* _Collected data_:
■ ■ ■ ■ ■

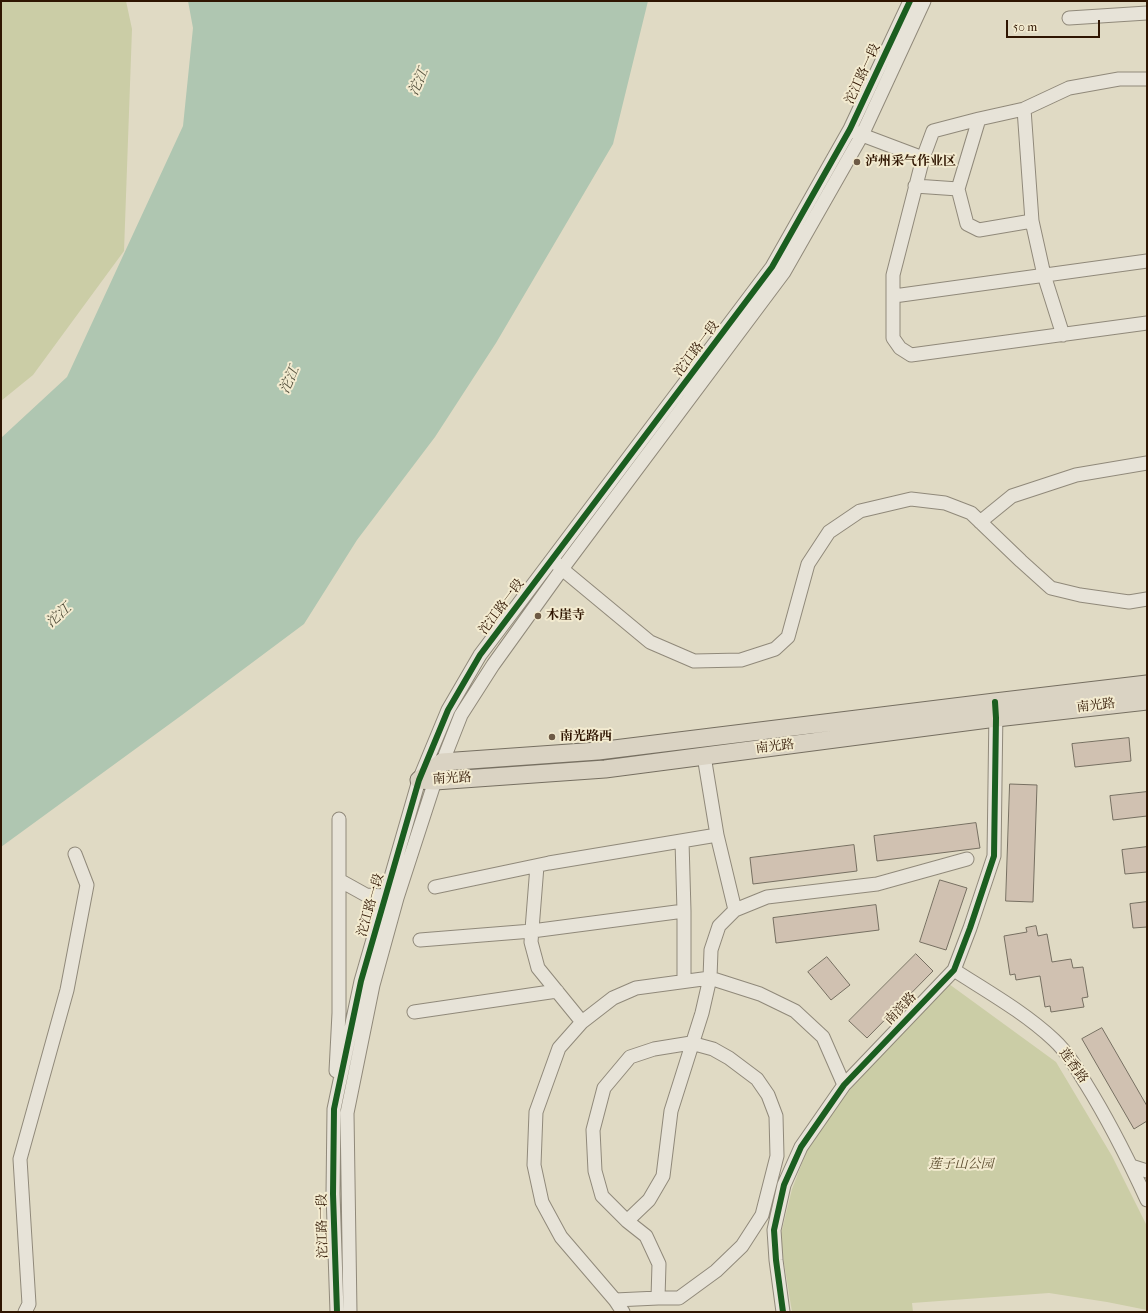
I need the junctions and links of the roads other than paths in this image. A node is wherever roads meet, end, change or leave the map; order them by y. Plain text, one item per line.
1 (910, 1) edge
2 (924, 1) edge
3 (1147, 14) edge
4 (1069, 18) dead end
5 (1147, 79) edge
6 (1024, 108) junction
7 (979, 119) junction
8 (856, 132) junction
9 (923, 158) junction
10 (915, 186) junction
11 (958, 189) junction
12 (1032, 221) junction
13 (1147, 261) edge
14 (1044, 275) junction
15 (894, 296) junction
16 (1147, 323) edge
17 (1063, 335) junction
18 (1147, 463) edge
19 (980, 522) junction
20 (552, 558) junction
21 (562, 569) junction
22 (1147, 599) edge
23 (1147, 684) edge
24 (1147, 701) edge
25 (996, 710) junction
26 (704, 756) junction
27 (442, 762) junction
28 (427, 781) junction
29 (339, 819) dead end
30 (717, 835) junction
31 (682, 841) junction
32 (75, 854) dead end
33 (966, 859) dead end
34 (537, 866) junction
35 (339, 880) junction
36 (435, 887) dead end
37 (385, 896) junction
38 (736, 910) junction
39 (684, 911) junction
40 (532, 931) junction
41 (420, 940) dead end
42 (954, 970) junction
43 (710, 978) junction
44 (684, 981) junction
45 (557, 991) junction
46 (414, 1012) dead end
47 (582, 1022) junction
48 (691, 1043) junction
49 (345, 1057) junction
50 (844, 1085) junction
51 (334, 1109) junction
52 (347, 1112) junction
53 (1131, 1166) junction
54 (1147, 1171) edge
55 (1147, 1200) edge
56 (627, 1221) junction
57 (658, 1298) junction
58 (615, 1300) junction
59 (25, 1312) edge
60 (337, 1312) edge
61 (350, 1312) edge
62 (623, 1312) edge
63 (782, 1312) edge

1 - 8 street, 沱江路一段
2 - 8 street, 沱江路一段
3 - 4 street
5 - 6 street
6 - 7 street
6 - 12 street
7 - 9 street
7 - 11 street
8 - 9 street
8 - 20 street, 沱江路一段
8 - 21 street, 沱江路一段
9 - 10 street
10 - 11 street
10 - 15 street
11 - 12 street
12 - 14 street
13 - 14 street
14 - 15 street
14 - 17 street
15 - 17 street
16 - 17 street
18 - 19 street
19 - 21 street
19 - 22 street
20 - 21 street
20 - 28 street, 沱江路一段
21 - 27 street, 沱江路一段
23 - 25 main road, 南光路
24 - 25 main road, 南光路
25 - 26 main road, 南光路
25 - 27 main road, 南光路
25 - 42 street, 南滨路
26 - 28 main road, 南光路
26 - 30 street
27 - 28 main road, 南光路
28 - 37 street, 沱江路一段
28 - 52 street, 沱江路一段
29 - 35 street
30 - 31 street
30 - 38 street
31 - 34 street
31 - 39 street
32 - 59 street
33 - 38 street
34 - 36 street
34 - 40 street
35 - 37 street
35 - 51 street
37 - 49 street, 沱江路一段
38 - 43 street
39 - 40 street
39 - 44 street
40 - 41 street
40 - 45 street
42 - 50 street, 南滨路
42 - 53 street, 莲香路
43 - 44 street
43 - 48 street
43 - 50 street
44 - 47 street
45 - 46 street
45 - 47 street
47 - 58 street
48 - 56 street
48 - 56 street
48 - 57 street
49 - 51 street, 沱江路一段
49 - 52 street
50 - 63 street, 南滨路
51 - 60 street, 沱江路一段
52 - 61 street, 沱江路一段
53 - 54 street
53 - 55 street, 莲香路
56 - 57 street
57 - 58 street
58 - 62 street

■ ■ ■ ■ ■

* _Task details_: Look for the word "main" in the data, then return every line that contains it.

* _Response area_:
23 - 25 main road, 南光路
24 - 25 main road, 南光路
25 - 26 main road, 南光路
25 - 27 main road, 南光路
26 - 28 main road, 南光路
27 - 28 main road, 南光路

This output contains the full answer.